Mientras, la policía sigue recabando información sobre lo ocurrido la noche del domingo. El sospechoso muerto, Stephen Paddock, de 64 años, subió más de diez maletas a su habitación del Mandalay Bay. Tenía con él 23 armas de fuego compradas legalmente, incluido escopetas, pistolas y rifles de mira telescópica, explosivos y pilas de munición.

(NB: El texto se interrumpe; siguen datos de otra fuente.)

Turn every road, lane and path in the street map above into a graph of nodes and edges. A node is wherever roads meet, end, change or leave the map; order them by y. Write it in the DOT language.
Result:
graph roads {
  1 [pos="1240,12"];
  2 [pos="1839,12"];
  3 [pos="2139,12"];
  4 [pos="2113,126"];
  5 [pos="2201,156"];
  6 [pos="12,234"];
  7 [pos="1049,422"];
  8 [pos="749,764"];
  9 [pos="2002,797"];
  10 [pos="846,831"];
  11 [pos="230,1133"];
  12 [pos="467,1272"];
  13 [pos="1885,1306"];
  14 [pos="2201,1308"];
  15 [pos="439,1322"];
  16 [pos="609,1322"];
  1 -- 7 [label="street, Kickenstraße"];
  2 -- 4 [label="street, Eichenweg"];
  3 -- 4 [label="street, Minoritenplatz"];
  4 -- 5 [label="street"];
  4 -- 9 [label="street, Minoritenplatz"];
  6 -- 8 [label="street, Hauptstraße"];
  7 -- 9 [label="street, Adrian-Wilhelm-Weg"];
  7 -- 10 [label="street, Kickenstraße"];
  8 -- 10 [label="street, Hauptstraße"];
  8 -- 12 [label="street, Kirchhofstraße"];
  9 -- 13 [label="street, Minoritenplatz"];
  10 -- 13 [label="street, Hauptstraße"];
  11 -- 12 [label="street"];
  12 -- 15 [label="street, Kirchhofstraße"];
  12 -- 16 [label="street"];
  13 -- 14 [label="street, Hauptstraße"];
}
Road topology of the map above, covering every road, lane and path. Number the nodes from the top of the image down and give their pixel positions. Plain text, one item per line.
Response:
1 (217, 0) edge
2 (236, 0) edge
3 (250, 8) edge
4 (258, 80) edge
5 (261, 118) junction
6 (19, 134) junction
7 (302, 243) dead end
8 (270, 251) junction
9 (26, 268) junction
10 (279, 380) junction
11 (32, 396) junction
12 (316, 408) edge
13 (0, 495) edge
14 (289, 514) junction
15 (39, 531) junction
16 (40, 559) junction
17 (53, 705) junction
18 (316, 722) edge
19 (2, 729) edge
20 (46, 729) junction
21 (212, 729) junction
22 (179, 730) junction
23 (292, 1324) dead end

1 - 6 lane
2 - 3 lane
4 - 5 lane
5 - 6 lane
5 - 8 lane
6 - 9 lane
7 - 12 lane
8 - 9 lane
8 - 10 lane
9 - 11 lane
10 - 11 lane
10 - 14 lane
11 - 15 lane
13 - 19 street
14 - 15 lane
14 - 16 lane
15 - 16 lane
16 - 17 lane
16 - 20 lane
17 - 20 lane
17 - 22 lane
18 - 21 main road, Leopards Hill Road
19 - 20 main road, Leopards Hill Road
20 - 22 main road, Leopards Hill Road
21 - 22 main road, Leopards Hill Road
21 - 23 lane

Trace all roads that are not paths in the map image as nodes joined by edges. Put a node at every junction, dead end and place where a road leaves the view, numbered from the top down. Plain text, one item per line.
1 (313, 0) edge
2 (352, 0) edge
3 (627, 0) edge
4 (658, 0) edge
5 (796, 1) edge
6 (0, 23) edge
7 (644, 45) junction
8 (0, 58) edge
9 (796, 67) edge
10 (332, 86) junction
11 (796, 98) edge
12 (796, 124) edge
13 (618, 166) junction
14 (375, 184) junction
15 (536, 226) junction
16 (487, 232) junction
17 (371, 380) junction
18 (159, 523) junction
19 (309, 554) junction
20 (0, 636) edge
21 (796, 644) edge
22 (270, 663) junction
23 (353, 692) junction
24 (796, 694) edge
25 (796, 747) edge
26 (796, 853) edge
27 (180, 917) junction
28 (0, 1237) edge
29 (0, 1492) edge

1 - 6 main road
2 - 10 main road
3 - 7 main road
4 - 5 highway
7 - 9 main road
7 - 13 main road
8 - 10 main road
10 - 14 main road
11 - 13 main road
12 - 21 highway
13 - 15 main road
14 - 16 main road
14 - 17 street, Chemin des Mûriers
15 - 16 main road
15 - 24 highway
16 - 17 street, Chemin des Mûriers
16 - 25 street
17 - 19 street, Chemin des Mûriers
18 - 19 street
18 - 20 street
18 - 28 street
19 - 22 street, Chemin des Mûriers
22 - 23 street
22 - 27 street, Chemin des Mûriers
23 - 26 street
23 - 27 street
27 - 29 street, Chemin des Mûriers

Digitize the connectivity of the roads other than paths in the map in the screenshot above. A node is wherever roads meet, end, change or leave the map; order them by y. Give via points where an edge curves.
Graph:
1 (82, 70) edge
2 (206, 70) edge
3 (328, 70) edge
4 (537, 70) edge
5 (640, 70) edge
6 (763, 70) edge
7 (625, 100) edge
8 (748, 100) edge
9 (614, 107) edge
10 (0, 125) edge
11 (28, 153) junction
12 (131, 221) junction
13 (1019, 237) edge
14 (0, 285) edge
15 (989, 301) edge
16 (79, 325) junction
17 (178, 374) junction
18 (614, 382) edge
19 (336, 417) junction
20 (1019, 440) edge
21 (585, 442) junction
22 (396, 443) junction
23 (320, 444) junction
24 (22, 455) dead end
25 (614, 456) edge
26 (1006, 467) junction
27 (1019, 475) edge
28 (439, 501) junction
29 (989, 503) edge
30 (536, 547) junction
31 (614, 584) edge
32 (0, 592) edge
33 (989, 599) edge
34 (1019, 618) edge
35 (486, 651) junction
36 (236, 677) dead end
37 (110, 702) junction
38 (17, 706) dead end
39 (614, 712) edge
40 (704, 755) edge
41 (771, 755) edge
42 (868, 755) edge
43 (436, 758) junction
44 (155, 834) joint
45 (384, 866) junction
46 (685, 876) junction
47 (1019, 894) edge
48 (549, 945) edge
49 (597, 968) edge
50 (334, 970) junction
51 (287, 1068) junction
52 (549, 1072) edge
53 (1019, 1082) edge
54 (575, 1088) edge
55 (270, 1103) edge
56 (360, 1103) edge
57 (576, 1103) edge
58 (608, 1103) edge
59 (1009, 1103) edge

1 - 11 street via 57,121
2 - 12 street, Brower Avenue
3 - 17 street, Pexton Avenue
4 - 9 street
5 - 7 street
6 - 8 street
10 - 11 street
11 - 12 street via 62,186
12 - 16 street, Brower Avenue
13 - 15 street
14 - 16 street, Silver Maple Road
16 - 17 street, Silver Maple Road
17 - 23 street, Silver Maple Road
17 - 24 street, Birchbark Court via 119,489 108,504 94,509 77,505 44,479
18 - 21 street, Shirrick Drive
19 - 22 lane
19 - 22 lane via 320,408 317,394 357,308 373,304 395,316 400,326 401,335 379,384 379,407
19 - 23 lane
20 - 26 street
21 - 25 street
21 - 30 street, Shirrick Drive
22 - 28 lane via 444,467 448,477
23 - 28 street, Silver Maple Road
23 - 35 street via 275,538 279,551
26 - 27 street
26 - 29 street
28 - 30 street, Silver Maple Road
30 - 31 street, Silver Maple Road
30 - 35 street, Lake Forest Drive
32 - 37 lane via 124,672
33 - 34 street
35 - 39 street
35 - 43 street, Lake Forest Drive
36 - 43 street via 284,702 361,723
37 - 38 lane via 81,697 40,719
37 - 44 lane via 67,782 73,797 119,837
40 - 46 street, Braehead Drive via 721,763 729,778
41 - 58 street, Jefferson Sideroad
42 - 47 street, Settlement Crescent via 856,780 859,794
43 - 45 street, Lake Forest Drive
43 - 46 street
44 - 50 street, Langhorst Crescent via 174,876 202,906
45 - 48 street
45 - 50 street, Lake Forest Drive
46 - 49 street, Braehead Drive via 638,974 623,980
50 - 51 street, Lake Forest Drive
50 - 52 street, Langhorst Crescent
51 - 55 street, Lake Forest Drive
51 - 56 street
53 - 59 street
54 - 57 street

El asesino habría utilizado varios rifles durante el ataque; una lluvia de fuego sobre las 20.000 personas que se apiñaban, como una alfombra, 32 pisos más abajo.

Aunque la matanza más grande en suelo americano desde los atentados del 11-S no moldee la voluntad del Congreso, sí ha influido en voluntades individuales. “He sido un defensor de la Segunda Enmienda toda mi vida. Hasta los acontecimientos de anoche”, declaró Caleb Keeter, guitarrista de una de las bandas presentes en la matanza. “No puedo expresar cuán equivocado estaba. De hecho tenemos a miembros de nuestro equipo con CHL [licencias de armas ocultas], y armas de fuego legales en el bus. Fueron inútiles”.